*** Opening Exercise data ***
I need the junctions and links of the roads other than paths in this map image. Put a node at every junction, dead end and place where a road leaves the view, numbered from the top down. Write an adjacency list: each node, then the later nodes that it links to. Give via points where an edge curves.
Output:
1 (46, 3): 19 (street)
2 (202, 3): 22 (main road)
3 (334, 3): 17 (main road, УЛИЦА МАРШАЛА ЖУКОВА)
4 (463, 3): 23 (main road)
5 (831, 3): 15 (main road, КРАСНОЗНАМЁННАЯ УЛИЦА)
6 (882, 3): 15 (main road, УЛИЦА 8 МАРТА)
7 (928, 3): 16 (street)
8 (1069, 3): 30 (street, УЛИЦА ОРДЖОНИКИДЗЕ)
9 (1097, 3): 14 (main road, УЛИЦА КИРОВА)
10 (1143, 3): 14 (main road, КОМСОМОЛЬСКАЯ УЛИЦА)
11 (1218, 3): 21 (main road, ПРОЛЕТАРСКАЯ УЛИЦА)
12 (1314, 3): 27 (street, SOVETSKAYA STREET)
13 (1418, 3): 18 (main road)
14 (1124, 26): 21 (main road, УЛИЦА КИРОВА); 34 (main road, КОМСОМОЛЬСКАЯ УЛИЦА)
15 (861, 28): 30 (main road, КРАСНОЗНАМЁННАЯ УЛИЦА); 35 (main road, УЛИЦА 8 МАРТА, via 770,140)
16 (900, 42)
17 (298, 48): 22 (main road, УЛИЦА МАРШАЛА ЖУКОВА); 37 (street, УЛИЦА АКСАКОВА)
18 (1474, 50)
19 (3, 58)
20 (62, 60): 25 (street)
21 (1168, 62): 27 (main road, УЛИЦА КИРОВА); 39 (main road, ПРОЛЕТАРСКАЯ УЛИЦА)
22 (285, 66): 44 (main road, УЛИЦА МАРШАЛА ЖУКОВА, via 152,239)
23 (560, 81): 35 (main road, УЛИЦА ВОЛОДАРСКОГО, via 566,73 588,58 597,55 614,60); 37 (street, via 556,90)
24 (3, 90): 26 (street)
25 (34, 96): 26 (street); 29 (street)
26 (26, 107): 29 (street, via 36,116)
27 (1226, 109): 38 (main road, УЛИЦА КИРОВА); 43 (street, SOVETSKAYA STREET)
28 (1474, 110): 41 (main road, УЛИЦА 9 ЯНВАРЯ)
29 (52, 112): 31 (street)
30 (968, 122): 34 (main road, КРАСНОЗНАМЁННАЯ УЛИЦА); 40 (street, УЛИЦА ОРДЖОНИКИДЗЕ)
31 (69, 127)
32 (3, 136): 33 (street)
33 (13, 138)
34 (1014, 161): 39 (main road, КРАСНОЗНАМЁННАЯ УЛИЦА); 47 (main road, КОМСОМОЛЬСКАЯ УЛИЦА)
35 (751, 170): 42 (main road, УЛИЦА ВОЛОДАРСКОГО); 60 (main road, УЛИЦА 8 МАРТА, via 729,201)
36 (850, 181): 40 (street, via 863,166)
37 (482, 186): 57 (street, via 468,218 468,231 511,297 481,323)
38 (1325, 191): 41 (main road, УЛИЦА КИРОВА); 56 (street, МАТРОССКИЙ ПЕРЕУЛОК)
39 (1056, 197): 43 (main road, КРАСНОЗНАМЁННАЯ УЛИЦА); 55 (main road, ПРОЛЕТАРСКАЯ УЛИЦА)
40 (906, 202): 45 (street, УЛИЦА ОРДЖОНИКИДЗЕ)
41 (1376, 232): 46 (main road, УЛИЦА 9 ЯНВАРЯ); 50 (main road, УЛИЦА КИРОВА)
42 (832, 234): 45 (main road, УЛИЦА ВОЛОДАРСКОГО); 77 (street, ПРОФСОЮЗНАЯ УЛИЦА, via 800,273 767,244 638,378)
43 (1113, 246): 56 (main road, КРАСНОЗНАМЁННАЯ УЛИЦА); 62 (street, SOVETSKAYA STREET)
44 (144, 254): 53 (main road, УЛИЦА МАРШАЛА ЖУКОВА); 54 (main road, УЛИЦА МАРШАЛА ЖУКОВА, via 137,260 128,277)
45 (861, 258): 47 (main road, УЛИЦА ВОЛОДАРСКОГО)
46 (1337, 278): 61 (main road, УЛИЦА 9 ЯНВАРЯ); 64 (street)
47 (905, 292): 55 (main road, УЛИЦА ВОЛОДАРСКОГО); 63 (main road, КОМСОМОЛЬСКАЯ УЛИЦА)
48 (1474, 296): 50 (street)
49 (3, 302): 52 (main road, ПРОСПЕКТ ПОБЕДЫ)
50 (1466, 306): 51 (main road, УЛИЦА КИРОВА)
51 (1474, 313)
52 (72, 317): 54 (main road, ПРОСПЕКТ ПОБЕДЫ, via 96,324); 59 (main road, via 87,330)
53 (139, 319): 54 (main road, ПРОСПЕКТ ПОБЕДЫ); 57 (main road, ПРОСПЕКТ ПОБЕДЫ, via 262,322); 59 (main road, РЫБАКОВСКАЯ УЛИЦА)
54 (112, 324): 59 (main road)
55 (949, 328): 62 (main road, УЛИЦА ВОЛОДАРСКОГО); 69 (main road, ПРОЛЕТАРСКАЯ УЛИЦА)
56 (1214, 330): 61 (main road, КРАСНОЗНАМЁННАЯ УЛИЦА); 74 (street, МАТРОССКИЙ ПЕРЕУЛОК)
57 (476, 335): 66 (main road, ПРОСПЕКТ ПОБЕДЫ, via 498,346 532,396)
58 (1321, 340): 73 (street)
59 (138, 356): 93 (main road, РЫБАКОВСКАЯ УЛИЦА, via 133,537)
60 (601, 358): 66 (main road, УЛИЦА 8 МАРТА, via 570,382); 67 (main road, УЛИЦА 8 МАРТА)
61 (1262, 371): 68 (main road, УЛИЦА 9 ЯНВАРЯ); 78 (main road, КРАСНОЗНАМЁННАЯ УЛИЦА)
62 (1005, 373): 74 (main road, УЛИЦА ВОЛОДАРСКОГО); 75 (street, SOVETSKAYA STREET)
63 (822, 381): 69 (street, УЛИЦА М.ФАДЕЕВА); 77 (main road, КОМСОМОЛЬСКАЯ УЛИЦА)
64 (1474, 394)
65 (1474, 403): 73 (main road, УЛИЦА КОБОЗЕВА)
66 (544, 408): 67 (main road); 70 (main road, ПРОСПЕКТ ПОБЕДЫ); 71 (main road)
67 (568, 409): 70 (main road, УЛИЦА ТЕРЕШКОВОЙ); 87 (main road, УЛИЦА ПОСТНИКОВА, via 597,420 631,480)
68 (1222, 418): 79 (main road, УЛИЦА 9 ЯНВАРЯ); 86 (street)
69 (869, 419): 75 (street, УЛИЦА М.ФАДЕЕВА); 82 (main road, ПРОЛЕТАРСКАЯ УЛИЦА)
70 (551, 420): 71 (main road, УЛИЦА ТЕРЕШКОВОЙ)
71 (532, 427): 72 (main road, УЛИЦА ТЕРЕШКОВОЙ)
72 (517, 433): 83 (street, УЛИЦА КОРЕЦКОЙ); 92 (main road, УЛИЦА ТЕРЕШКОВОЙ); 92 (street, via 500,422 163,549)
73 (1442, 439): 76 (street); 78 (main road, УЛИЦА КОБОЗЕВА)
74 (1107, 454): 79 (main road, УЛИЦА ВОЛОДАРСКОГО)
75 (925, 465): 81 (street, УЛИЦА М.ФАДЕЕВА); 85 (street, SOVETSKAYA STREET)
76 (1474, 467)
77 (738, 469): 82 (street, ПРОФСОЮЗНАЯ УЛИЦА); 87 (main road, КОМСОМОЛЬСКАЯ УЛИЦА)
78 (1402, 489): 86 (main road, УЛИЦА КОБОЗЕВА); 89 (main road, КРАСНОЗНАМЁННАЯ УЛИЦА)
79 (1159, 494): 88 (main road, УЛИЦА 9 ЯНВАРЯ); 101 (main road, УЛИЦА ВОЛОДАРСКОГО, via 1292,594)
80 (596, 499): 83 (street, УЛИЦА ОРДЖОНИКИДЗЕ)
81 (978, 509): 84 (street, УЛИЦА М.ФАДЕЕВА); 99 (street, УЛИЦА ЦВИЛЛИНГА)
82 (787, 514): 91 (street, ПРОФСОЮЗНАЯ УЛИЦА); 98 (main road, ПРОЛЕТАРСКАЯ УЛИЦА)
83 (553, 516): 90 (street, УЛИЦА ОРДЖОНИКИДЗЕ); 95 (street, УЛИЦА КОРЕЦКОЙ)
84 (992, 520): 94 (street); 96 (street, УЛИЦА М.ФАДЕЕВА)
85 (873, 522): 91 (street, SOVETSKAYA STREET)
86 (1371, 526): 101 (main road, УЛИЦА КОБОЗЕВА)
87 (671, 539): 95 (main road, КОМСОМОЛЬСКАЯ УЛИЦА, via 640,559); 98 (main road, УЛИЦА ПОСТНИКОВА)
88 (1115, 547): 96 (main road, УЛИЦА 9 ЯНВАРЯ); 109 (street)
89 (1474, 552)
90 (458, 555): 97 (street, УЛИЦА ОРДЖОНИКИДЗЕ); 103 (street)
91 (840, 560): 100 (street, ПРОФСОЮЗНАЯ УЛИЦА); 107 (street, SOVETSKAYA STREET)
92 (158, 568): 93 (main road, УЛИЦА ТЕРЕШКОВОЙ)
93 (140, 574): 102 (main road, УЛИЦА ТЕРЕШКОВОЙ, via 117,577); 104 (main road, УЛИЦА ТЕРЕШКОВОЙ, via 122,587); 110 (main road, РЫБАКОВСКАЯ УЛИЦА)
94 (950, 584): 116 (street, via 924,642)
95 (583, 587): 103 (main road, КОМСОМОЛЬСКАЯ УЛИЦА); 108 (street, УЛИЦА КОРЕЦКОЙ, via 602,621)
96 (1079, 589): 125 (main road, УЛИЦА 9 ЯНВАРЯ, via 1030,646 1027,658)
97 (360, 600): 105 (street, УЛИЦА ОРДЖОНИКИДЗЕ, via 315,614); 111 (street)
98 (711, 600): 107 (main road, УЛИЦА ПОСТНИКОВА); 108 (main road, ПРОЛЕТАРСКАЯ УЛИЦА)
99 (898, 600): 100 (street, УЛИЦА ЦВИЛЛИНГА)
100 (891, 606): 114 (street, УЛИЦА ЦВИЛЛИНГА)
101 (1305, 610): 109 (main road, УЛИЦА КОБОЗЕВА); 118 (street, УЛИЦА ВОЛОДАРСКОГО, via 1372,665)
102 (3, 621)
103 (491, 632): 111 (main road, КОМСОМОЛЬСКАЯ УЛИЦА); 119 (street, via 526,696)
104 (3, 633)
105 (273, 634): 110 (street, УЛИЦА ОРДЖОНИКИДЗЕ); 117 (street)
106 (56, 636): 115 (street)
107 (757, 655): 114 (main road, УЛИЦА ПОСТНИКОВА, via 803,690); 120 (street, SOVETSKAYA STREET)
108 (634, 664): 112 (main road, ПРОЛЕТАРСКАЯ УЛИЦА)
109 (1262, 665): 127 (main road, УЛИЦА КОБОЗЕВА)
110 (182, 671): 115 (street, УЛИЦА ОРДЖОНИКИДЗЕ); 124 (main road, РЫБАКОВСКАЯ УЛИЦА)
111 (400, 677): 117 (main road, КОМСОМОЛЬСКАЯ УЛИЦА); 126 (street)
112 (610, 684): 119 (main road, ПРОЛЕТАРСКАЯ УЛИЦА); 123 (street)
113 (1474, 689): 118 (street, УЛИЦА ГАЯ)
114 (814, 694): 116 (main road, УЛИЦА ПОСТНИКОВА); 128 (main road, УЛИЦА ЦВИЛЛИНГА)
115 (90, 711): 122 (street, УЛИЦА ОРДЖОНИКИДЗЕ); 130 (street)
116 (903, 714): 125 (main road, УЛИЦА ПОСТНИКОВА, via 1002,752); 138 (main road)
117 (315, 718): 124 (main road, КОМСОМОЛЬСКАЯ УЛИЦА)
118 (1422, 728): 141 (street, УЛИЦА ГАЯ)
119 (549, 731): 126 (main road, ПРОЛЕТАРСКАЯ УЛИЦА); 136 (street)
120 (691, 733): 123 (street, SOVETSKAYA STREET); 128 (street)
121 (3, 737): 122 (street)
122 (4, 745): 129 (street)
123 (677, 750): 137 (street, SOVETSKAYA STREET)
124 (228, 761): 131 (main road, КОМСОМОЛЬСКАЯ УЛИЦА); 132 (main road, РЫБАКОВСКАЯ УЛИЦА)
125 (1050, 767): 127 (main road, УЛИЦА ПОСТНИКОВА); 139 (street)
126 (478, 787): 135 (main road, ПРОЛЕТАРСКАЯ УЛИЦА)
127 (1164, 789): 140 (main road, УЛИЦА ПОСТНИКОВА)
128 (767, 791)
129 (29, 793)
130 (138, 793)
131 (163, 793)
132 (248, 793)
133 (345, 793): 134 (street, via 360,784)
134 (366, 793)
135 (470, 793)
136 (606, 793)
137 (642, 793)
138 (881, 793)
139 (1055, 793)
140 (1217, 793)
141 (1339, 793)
*** Closing Exercise data ***
**What you have to do**
In the entries above, identify every line with the string "ТЕРЕШКОВОЙ".

**Expected answer**
67 (568, 409): 70 (main road, УЛИЦА ТЕРЕШКОВОЙ); 87 (main road, УЛИЦА ПОСТНИКОВА, via 597,420 631,480)
70 (551, 420): 71 (main road, УЛИЦА ТЕРЕШКОВОЙ)
71 (532, 427): 72 (main road, УЛИЦА ТЕРЕШКОВОЙ)
72 (517, 433): 83 (street, УЛИЦА КОРЕЦКОЙ); 92 (main road, УЛИЦА ТЕРЕШКОВОЙ); 92 (street, via 500,422 163,549)
92 (158, 568): 93 (main road, УЛИЦА ТЕРЕШКОВОЙ)
93 (140, 574): 102 (main road, УЛИЦА ТЕРЕШКОВОЙ, via 117,577); 104 (main road, УЛИЦА ТЕРЕШКОВОЙ, via 122,587); 110 (main road, РЫБАКОВСКАЯ УЛИЦА)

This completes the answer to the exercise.